The at least one inorganic sulfur compound is preferably selected from the group of oxyacid anions comprising sulfur having a valence of less than 6, selected from the group consisting of:

중아황산염 또는 메타중아황산염,

bisulfite or metabisulfite;

디티온산염 또는 하이드로설파이트,

dithionate or hydrosulfite;

티오설페이트,

thiosulfate,

테트라티오네이트,

tetrathionate,

설파이트 및

sulfites and

이들의 혼합물.

mixtures thereof.

In a preferred embodiment, the concentration of the at least one inorganic sulfur compound is from 5 to 500 mg/L, preferably from 10 to 200 mg/L.

The electroplating bath may include at least one source of ferric or ferrous ions. The concentration of ferric or ferrous ions from the at least one source of ferric or ferrous ions is preferably from 20 to 200 mg/L, more preferably from 30 to 150 mg/L, even more preferably preferably 40 to 100 mg/L.

It is preferred that the concentration of the at least one pH buffer is in the range of 50 to 120 g/L, preferably 60 to 110 g/L, more preferably 80 to 100 g/L.

As the pH buffer, it is preferable to use at least one of boric acid, citric acid, succinic acid, lactic acid, tartaric acid, and mixtures thereof. Particular preference is given to the use of boric acid as pH buffer. The pH of the bath preferably ranges from 1 to 5, more preferably from 2 to 4, and even more preferably from 3.1 to 3.9.

The concentration of sodium vinyl sulfonate is preferably 0.1 to 5 g/L, more preferably 0.2 to 3 g/L.

Preferably, the bath is (substantially) free of at least one of chloride ions, ammonium ions, amino carboxylate ions and hexavalent chromium ions.
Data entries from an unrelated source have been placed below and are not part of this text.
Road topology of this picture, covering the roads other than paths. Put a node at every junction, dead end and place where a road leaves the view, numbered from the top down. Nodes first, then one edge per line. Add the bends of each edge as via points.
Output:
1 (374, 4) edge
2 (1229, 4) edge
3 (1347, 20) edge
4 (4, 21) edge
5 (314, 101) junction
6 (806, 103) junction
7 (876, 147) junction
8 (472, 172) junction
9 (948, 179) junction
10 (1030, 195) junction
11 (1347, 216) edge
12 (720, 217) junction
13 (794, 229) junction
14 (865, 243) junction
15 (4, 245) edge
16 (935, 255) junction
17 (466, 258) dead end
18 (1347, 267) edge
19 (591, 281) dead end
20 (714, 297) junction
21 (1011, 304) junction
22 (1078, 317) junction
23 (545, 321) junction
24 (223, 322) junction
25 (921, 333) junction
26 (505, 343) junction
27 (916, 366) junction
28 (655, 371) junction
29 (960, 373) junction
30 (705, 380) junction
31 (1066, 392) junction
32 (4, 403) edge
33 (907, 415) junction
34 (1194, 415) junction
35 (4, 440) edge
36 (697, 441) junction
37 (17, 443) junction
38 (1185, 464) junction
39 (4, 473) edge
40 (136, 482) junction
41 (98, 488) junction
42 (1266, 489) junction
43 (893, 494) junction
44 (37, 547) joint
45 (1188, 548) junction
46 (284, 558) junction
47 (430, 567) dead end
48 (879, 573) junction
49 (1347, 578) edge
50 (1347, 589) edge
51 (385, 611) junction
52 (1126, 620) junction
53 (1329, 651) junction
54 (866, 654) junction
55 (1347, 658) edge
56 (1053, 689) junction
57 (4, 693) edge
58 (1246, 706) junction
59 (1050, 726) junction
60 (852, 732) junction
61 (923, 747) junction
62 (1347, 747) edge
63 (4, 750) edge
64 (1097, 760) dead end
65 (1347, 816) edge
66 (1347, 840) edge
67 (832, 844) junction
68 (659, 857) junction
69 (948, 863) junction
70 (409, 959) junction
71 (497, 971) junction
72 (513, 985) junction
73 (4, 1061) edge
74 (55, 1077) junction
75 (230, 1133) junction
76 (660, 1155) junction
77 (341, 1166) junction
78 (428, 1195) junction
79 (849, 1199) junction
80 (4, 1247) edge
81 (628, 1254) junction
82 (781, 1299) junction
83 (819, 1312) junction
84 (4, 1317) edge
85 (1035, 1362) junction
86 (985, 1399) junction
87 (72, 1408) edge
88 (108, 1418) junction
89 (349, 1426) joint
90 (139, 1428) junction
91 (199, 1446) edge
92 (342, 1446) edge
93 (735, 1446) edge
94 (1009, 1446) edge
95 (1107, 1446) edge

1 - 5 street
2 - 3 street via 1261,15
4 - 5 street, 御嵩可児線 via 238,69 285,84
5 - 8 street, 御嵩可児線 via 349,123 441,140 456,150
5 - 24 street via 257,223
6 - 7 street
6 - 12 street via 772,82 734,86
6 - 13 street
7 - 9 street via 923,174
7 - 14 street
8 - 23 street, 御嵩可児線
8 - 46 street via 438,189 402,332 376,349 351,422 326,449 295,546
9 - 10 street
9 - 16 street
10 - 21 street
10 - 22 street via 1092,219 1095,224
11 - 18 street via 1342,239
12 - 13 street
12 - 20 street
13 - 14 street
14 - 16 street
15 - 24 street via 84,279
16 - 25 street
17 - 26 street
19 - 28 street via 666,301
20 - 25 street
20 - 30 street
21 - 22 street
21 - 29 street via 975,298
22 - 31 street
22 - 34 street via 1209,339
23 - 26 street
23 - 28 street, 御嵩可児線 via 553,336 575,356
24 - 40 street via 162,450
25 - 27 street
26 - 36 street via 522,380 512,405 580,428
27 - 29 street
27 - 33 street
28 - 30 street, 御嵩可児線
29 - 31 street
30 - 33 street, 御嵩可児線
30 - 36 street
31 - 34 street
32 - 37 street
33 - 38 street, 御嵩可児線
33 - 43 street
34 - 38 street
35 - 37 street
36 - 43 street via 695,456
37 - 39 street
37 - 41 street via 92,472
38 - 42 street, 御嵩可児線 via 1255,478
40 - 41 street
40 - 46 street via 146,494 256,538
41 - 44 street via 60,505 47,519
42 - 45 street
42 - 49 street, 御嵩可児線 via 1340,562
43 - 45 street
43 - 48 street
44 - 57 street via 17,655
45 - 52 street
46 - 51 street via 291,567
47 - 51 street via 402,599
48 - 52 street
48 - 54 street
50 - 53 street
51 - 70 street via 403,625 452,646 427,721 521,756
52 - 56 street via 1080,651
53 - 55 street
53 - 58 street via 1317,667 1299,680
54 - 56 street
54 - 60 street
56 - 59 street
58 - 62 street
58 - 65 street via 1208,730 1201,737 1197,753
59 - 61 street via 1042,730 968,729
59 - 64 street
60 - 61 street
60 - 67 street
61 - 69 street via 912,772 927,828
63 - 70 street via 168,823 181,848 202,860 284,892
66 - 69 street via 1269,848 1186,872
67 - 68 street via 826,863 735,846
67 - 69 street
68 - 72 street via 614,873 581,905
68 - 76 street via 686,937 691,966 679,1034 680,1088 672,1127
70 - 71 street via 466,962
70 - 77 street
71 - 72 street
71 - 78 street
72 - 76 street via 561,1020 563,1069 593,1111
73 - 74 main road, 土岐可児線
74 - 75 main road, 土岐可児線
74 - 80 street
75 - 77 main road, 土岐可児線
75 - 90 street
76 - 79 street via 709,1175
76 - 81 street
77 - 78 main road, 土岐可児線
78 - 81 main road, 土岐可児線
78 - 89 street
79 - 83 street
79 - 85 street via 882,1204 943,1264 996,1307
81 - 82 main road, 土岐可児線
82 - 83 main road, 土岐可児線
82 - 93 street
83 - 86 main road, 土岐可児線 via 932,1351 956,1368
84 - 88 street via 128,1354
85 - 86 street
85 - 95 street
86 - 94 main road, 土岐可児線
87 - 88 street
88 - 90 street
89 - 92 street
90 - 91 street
In particular, it is preferred that some or all of these ions are absent.

According to a preferred embodiment, the concentration of sodium saccharin is from 0.1 to 10 g/L, more preferably from 1 to 5 g/L.

In certain embodiments, the at least one polyalkylene glycol has a molecular weight of less than 2000 g/mol, and is preferably selected from the group consisting of:

폴리에틸렌 글리콜 모노메틸 에테르,

polyethylene glycol monomethyl ether,

에틸렌옥사이드/프로필렌옥사이드 공중합체,

Ethylene oxide / propylene oxide copolymer,

폴리에틸렌 글리콜 및

polyethylene glycol and

이들의 혼합물.

mixtures thereof.

The advantage of having at least one polyalkylene glycol in the bath, in particular at least one polyalkylene glycol having a molecular weight of less than 2000 g/mol, is that the thickness of the deposit obtainable by the bath does not contain the polyalkylene glycol. It is higher than by Joe who does not.

In a preferred embodiment, the concentration of the at least one polyalkylene glycol is between 1 and 15 g/L, preferably between 5 and 10 g/L.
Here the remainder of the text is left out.